Notice the values in "ENTREZID" are updated based upon the first step resolution of "Gene" values to "ENTREZID". The "SYMBOL" and "GENENAME" columns are populated using values in "ENTREZID".

When is genejam useful?

The official gene nomenclature is updated multiple times per year, which means one Entrez gene ID may have a different official gene symbol before and after the update. When comparing data from two experiments, it is important to use the same gene nomenclature. Otherwise, there will be differences in results only because the names of some genes are different.

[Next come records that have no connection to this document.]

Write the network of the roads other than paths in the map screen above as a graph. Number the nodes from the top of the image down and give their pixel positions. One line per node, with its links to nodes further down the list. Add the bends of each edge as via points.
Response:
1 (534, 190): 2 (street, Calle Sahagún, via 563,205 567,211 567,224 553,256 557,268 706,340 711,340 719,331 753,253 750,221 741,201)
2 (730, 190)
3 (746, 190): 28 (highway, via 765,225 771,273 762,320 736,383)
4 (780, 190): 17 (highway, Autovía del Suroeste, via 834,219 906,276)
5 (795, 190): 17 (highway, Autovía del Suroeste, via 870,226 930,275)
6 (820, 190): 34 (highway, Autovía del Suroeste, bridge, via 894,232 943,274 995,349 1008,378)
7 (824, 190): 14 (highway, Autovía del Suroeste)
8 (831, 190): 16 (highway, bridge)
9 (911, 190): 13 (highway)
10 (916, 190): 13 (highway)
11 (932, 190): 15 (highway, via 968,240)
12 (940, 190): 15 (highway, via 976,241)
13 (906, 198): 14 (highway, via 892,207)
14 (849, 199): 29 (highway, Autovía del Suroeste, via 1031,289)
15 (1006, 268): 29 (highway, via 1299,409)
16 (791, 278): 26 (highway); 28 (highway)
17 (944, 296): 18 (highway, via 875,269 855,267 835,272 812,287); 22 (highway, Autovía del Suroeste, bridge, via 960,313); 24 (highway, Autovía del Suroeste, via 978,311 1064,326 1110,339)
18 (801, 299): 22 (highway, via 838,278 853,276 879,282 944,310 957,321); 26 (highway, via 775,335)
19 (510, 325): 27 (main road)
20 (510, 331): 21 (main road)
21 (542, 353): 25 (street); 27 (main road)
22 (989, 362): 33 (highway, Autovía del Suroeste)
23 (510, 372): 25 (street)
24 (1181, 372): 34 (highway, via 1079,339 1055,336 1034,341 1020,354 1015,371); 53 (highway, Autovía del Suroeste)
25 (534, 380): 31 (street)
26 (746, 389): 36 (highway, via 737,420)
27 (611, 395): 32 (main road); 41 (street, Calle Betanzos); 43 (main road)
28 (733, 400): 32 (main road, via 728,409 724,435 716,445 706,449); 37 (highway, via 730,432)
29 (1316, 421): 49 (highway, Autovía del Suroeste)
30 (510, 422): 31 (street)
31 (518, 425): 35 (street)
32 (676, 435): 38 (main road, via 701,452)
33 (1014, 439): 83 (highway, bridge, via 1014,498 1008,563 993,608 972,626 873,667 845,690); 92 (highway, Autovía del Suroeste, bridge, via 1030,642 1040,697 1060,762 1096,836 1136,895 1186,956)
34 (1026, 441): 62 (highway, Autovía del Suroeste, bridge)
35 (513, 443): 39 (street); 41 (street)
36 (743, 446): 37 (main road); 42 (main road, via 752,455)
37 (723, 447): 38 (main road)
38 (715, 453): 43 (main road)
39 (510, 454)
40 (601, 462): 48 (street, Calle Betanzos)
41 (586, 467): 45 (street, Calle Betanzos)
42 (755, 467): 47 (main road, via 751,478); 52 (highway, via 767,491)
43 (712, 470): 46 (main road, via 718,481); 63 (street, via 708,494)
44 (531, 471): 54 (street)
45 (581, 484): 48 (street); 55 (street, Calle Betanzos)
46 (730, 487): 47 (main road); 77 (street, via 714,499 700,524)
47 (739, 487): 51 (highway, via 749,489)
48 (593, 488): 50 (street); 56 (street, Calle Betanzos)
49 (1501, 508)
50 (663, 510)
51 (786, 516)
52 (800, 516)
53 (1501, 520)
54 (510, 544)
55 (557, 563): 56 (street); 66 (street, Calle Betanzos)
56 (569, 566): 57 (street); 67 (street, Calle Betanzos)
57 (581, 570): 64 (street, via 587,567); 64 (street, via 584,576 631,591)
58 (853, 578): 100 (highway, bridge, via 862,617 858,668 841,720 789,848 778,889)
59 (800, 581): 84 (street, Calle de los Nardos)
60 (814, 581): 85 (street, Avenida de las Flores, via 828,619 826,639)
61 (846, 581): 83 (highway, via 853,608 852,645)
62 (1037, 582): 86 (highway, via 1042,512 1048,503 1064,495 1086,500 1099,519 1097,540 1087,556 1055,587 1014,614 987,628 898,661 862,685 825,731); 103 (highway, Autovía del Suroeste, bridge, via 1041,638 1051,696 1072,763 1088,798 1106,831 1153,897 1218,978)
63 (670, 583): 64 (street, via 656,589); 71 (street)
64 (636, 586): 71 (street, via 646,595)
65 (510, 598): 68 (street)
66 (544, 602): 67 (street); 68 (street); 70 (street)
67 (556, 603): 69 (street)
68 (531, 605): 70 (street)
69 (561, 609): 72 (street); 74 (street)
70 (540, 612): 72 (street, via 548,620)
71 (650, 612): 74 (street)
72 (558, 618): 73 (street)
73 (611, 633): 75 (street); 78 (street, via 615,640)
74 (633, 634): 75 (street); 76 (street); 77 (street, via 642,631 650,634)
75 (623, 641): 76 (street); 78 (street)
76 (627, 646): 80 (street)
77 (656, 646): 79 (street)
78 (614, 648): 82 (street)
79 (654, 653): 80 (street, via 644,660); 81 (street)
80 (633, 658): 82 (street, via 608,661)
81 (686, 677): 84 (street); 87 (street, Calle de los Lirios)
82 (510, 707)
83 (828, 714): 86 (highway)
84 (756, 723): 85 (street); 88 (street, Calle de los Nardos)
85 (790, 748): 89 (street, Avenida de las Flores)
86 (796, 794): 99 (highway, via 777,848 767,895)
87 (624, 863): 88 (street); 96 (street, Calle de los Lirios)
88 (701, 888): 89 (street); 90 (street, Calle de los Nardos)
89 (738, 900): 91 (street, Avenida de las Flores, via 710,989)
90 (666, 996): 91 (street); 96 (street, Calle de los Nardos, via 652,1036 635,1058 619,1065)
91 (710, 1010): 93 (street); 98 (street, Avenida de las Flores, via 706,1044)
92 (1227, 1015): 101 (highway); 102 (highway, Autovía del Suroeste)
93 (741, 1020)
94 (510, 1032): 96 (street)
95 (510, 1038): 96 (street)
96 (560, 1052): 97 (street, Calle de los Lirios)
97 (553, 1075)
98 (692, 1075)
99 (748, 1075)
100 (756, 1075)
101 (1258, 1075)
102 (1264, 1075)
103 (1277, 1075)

Most microarray platforms provide gene annotations, which are updated much less frequently than the official genes. For example, Affymetrix array "Clariom D Human" was last updated between 2016 and 2018 (this document was written in 2021.) In order to compare microarray results to those from literature, biological pathways, or other experiments, the gene nomenclature needs to be updated to the most current version.

Rationale for the workflow

In rare cases an official gene symbol is "moved" from one Entrez gene ID to another, usually when the original Entrez gene ID is deleted. In these cases, the most reasonable link between an experimental asay and the targeted gene is the gene symbol. An alternative is to use a sequence accession number used to design the assay.

As a result, a "best possible" gene annotation strategy is used.

When Entrez gene ID is available, use it.
When Entrez official gene symbol is available, use that to determine the Entrez gene ID.
When a sequence accession used for assay design is available, use that to determine the associated Entrez gene ID value or values.
When a gene symbol alias is available, use that to determine the Entrez gene ID value or values associated with this alias.

Sometimes an assay measures two genes. The steps in genejam are designed to maintain multi-gene associations where necessary. If one gene symbol alias is associated with two (or more) genes, then all those genes will become associated. Note this only happens if a higher priority association was not already found.

Ultimately the workflow is what I and others have been doing all along, to assemble the best available gene annotations for a given dataset, while also leaving behind the fewest possible un-annotated entries. When one source of annotation fails, try another on missing entries; and so on.

Optimizations

The steps used in genejam are designed for speed, to the extent that providing 100,000 rows should return results within a few seconds at most. Only unique values are queried, and only missing entries are updated. When multiple values are combined by a delimiter, a highly optimized method is used.

Lastly, these operations also use optimized mixed-alphanumeric sorting even in the context of a list, so things like "chr2" will appear before "chr10" in sort order. Incidentally, a sort step is necessary so you can compare whether two entries are associated with the same genes. If one is stored as "APOE,APOE4" and the other as "APOE4,APOE", this comparison fails.

All that to say, I use these functions a lot so I need them to be reliable and fast. It takes a few seconds just to load the associated SQLite gene annotation data, and the process used by freshenGenes() is usually substantially faster than that step alone.